Yes, I use a Mac. Yes, I hate freedom. Yes, I use Mail.app.
And I am a bit of a security nut.
One of the most useful pieces of software I’ve used over the years is a plug-in for Mail.app called GPGMail. It was originally written by Stéphane Corthésy and released under an open source license, and it allows one to easily decrypt, encrypt and sign GPG messages right from Mail.app.
The problem is that Apple doesn’t really have an API to make such an integration easy, so with every new release of Mail.app it would usually break the plug-in, and Stéphane was responsible to fix it.
Well, after awhile Stéphane wanted to move on to other things, and with the advent of Snow Leopard GPGMail was broken – seemingly for good.

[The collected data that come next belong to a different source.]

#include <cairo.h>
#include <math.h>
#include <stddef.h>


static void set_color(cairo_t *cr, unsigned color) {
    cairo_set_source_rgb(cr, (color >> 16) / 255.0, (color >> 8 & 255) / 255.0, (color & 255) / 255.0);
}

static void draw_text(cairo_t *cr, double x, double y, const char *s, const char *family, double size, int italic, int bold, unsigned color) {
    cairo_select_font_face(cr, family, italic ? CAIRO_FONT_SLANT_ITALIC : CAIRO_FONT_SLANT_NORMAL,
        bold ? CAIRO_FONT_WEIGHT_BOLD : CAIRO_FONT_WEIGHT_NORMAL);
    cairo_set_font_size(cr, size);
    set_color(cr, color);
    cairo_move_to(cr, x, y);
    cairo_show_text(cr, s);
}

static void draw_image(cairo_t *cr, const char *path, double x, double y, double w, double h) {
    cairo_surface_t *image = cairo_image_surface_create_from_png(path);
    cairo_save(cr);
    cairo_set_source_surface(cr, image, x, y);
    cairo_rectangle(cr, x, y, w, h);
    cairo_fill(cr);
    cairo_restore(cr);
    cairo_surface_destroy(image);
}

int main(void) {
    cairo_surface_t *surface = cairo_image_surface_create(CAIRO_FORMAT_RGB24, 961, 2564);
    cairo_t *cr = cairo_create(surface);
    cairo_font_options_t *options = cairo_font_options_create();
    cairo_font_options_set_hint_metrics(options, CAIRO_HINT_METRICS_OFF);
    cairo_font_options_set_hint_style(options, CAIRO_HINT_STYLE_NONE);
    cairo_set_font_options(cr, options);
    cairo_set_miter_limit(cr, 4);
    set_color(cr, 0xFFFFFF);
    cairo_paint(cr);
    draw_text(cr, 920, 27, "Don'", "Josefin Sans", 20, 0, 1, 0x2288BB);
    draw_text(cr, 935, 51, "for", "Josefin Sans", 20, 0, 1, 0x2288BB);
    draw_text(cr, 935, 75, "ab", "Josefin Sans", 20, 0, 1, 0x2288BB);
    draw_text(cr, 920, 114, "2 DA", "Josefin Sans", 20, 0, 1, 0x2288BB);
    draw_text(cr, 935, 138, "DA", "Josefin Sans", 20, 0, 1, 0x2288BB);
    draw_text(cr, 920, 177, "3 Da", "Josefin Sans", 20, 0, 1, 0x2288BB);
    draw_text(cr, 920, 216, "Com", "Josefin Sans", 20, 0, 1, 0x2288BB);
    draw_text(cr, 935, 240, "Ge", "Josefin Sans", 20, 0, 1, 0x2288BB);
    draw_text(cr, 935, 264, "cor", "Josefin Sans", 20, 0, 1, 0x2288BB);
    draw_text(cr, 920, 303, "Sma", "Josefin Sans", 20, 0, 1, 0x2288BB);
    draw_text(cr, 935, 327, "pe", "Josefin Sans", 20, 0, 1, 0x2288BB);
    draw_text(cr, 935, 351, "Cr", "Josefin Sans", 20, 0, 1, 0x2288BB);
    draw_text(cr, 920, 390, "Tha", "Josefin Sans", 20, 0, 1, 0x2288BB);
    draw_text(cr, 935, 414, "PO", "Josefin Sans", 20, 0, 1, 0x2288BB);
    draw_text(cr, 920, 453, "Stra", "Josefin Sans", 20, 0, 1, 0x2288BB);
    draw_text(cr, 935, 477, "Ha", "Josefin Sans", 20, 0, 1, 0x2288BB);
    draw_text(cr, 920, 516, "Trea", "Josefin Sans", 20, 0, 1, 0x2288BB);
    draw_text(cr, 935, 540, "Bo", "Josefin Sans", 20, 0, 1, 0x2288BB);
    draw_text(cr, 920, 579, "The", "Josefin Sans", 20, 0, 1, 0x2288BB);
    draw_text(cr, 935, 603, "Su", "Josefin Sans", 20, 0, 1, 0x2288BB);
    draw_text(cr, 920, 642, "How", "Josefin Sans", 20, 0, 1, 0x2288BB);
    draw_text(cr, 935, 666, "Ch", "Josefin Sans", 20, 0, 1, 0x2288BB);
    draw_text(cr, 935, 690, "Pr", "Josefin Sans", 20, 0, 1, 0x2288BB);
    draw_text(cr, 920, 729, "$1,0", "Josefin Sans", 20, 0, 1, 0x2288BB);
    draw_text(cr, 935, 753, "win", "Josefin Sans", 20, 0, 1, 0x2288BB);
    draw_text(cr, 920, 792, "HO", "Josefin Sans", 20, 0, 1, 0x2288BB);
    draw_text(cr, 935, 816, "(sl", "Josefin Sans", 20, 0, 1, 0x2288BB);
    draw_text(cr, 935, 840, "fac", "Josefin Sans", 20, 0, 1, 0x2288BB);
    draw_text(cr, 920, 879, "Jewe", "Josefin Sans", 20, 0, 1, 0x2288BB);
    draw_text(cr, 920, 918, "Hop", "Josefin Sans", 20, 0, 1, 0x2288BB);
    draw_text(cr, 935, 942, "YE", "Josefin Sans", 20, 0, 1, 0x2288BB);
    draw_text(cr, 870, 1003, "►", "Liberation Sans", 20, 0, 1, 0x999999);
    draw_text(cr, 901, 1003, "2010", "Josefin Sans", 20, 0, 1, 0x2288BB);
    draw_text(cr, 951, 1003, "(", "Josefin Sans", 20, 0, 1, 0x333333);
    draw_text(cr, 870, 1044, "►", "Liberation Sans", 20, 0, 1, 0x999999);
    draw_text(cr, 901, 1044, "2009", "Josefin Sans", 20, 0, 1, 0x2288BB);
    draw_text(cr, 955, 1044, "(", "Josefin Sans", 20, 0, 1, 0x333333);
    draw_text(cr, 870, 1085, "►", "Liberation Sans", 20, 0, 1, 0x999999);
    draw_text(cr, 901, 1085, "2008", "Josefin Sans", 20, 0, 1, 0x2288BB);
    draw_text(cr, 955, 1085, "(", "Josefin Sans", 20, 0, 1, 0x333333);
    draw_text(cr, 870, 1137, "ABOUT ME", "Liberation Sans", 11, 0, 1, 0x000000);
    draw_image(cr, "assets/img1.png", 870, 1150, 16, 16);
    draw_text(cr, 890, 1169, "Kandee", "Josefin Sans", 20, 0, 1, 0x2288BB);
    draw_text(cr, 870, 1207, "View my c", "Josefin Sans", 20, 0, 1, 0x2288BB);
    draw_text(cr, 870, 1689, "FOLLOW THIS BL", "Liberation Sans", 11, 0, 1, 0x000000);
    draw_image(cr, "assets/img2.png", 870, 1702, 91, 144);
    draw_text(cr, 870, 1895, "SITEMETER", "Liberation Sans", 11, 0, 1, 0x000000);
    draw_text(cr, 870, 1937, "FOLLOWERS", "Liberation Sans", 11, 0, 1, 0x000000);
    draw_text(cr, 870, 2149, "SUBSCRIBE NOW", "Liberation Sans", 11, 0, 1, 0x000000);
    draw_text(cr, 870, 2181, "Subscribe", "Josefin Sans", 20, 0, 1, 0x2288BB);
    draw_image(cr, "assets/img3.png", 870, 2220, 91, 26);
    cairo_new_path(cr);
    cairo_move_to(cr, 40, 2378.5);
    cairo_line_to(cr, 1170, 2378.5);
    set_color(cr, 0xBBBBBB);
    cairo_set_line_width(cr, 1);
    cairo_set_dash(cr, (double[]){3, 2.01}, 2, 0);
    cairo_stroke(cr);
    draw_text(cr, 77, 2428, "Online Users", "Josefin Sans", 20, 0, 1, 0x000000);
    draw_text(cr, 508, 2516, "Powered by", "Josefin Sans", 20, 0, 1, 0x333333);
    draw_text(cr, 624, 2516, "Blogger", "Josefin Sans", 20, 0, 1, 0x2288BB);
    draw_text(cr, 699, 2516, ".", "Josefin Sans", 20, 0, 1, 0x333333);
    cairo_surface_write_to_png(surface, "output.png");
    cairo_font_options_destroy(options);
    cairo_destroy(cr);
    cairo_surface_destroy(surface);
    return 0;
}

I’ve just read the latest emails on the list, without participating. Actually I haven’t participated to the project since a very long time, for personal reasons. Situation will not change in the future, I guess.
It’s been now 10 years since I started GPGMail. At that time we were working on Rhapsody, the ancestor of Mac OS X, the link between Mac OS 9 and Mac OS X. gpg had just gone 1.0. I started the project because it might have been a critical piece of code for us at Sen:te in the near future, and it was really fun to develop
Plugin was then made public, and received some interest in the Mac community, though it was still for geeks. Interest in PGP became bigger, the MacGPG project was born a year later, thanks to Gordon Worley. This encouraged me to go on with GPGMail development, and also MacGPG sub-projects. I spent many week-ends and nights coding for those, and have been very happy to see interest growing more and more.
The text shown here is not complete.